Все это и дает нам возможность подойти ближе к понятию музыкального трагизма. Непрерывный поток бытия в соединении с его чистой качественностью и до–предметностью есть, как сказано было раньше, с пространственно–временной точки зрения величайший хаос. Качества бытия, ухватываемые в музыке, есть как бы расплывчатые пятна, не имеющие точных границ и как–то выявляющие лишь свой, так сказать, цвет. Они непрерывно следуют одно за другим, проникают одно другое, борются за преобладание. И если так, то достаточно только, чтобы эта сплошная и бесформенная масса бытия, будучи взрывной и неизменно выявляющей божественную игру сплошных переломов от оформленного единства к бесформенному множеству, вошла в душу и личность, достаточно только, чтобы в ясной дневной душе в пространственно–временной ткани человеческого сознания, стройной и логичной, поселилось это начало музыкального хаоса, и душа музыкально раздвоилась и, подобно Дионису древности, растерзалась, рассыпалась, заиграла звуками и песнями Хаоса, сдвинулась и понеслась, достаточно, говорю, этого для того, чтобы музыка явила нам свой подлинный трагический лик, чтобы в ней зачалась трагедия.

Но нужно пойти еще и дальше. Если всякая трагедия, данная при помощи словесного искусства, предполагает тайную и страшную силу, действующую на человека, и если всякое слово есть нечто уже производное (ибо оформившееся), то можно говорить прямо о непосредственной и существенной зависимости трагедии от музыки. Трагедия произошла от музыки, или, чтобы не подумали, будто мы имеем здесь в виду реальные музыкальные произведения, трагедия произошла из духа музыки. Ибо настоящая музыка не состоит из звуков, но — из элементов духа. Звук — несуществующая абстракция, если его брать от всей цельной музыкальной массы.
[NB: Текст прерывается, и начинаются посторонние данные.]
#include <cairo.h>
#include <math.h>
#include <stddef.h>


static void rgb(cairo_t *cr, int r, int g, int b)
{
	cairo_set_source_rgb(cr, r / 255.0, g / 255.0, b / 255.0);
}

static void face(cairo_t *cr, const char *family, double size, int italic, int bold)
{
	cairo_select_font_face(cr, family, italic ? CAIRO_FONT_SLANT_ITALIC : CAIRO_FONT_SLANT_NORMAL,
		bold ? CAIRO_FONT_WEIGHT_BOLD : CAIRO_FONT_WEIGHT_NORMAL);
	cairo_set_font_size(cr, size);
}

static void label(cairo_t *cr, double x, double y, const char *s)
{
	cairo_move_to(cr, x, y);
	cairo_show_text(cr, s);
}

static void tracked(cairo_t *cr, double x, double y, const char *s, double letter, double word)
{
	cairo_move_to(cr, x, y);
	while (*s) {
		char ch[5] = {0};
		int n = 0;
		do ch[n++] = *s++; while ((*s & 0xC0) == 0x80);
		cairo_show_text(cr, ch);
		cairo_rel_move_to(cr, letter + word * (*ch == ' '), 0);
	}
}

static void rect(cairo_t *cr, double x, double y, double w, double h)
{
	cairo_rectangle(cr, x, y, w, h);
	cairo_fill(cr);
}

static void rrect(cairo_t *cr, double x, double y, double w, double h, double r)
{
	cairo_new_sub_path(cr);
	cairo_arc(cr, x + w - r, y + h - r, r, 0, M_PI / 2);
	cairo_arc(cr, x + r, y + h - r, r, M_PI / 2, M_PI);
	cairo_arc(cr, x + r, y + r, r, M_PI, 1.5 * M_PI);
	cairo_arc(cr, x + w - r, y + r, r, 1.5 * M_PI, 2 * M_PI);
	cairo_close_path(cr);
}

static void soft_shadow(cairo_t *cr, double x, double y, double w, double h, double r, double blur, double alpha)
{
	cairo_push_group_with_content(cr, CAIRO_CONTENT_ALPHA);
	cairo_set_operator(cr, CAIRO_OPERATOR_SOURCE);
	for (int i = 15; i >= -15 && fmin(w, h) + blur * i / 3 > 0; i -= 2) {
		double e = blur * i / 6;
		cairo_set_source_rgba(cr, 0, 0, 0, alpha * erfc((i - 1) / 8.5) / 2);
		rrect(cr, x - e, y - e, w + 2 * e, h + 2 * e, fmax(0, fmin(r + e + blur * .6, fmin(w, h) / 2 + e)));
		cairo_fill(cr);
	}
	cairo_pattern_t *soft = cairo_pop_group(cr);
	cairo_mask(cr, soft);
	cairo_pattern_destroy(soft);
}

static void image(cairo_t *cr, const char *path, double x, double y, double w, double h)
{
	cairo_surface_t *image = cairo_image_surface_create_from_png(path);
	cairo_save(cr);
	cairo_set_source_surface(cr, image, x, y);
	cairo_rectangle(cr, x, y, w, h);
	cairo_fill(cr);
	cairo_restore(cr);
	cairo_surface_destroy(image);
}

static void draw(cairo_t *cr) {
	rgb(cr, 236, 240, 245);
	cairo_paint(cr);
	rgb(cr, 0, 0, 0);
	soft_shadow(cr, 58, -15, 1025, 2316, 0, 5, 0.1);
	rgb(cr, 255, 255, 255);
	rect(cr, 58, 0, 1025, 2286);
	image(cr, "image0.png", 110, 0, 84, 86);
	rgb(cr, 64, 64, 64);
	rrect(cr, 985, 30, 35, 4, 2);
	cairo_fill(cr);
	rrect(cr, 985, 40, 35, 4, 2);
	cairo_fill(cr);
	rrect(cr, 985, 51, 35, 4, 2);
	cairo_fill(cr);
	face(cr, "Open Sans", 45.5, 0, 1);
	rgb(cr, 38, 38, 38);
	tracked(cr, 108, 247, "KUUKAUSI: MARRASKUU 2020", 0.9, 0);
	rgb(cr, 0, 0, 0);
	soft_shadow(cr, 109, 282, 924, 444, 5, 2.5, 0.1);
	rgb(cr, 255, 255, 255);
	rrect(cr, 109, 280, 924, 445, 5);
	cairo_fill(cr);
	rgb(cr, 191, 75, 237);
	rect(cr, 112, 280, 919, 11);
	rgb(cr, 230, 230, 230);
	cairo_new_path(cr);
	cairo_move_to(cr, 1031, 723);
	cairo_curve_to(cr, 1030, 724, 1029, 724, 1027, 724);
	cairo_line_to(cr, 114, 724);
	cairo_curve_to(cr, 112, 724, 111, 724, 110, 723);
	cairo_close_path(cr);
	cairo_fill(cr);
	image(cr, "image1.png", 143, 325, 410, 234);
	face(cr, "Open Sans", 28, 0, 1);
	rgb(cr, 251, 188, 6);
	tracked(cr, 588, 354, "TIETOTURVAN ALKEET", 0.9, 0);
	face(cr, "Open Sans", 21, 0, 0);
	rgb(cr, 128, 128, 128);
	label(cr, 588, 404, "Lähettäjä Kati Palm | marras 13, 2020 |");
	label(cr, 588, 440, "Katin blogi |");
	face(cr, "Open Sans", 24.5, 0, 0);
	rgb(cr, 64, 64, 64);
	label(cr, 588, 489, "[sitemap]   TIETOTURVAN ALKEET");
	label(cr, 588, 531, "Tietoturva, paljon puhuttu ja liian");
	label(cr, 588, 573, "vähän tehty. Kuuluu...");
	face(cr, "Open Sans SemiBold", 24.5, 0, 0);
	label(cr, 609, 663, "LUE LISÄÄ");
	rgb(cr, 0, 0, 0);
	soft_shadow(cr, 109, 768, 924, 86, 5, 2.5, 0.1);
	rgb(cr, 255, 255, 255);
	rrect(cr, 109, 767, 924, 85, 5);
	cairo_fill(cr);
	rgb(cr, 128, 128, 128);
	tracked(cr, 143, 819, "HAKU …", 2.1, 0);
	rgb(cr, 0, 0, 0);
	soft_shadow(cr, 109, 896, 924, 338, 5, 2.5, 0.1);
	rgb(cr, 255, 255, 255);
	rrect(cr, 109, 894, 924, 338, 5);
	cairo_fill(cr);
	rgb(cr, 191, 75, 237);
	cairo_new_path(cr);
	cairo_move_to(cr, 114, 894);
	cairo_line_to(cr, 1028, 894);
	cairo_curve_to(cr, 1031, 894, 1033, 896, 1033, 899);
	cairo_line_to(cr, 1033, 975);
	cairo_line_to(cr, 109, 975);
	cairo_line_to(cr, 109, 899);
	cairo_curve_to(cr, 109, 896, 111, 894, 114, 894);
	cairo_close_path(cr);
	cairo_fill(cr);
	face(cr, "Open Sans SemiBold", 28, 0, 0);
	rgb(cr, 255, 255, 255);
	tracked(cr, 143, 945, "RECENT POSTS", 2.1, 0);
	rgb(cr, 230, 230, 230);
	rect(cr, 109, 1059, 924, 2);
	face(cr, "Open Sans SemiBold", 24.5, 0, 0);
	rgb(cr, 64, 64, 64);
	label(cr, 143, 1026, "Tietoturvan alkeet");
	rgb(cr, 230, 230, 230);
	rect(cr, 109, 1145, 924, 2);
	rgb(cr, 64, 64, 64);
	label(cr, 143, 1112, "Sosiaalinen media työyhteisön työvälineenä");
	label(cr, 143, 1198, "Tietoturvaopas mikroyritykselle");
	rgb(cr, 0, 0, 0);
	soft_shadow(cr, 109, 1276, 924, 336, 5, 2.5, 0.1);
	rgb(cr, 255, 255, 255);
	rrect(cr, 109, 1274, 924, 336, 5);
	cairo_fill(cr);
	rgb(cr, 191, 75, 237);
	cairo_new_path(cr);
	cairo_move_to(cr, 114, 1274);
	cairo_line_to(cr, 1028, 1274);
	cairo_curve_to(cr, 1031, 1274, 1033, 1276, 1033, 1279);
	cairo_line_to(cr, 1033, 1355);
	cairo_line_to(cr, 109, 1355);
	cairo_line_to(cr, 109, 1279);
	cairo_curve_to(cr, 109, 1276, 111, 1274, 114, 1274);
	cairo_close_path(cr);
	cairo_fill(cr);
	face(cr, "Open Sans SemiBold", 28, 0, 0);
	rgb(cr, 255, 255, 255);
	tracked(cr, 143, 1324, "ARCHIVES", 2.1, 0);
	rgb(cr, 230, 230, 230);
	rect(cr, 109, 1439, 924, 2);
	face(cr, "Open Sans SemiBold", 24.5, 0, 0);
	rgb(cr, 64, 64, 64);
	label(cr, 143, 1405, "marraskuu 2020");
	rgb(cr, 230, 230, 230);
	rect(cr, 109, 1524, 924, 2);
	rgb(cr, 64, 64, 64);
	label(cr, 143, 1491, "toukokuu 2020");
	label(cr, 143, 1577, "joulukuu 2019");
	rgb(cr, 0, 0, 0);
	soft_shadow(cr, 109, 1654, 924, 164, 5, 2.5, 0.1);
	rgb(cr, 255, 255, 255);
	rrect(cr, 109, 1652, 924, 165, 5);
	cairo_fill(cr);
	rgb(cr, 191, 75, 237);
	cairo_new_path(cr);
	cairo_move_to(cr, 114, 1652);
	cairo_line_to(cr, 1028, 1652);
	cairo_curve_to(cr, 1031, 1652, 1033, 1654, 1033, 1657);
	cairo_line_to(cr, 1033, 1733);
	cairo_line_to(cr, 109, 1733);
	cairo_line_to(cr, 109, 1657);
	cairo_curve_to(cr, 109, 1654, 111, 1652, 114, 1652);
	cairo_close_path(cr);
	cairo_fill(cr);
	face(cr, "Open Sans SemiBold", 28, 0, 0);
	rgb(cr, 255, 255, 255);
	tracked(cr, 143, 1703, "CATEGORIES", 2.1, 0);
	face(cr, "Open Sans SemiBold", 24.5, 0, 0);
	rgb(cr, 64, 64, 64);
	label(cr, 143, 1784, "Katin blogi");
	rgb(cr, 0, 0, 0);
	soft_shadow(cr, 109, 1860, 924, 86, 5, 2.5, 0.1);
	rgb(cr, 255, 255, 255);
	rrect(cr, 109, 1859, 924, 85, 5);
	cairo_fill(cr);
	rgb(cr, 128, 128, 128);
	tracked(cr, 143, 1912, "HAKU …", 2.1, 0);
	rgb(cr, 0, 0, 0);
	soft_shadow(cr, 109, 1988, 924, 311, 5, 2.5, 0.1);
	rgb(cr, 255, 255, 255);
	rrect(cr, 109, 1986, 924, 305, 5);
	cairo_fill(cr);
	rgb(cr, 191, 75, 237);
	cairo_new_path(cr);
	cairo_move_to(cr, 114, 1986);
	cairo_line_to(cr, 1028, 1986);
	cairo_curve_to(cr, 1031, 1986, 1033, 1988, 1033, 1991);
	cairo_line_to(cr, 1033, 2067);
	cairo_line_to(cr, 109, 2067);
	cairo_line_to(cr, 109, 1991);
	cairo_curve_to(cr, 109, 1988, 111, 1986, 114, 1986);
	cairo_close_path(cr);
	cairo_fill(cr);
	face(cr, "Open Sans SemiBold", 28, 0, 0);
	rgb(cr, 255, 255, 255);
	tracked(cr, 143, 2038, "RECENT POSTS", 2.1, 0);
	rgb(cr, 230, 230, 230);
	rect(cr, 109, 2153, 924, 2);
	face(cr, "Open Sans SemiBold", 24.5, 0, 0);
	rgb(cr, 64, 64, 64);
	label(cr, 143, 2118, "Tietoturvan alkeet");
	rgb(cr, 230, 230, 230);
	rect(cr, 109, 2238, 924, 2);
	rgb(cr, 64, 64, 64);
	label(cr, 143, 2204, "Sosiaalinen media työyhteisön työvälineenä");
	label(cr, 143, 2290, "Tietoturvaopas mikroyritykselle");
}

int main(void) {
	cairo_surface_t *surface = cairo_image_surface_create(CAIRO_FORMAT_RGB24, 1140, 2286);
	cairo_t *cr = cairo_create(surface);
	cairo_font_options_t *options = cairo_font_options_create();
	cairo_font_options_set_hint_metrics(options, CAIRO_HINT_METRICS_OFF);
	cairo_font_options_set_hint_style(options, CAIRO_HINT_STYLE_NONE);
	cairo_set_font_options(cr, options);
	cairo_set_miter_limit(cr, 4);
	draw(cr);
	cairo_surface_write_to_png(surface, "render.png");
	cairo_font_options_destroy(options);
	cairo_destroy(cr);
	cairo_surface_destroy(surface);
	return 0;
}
Правда, сказать, что трагедия произошла из музыки или из духа музыки, это — неточно. Точнее сказать, что трагедия произошла из ощущения бесформенной, хаотической качественности бытия, поселяющей в душе тот же диссонанс, принципиальный и существенный. Но если иметь в виду какой–нибудь конкретный прецедент трагического мироощущения, то из всех искусств, а также из всего человеческого творчества и всех достижений таковым ближе всего является музыка и дух ее.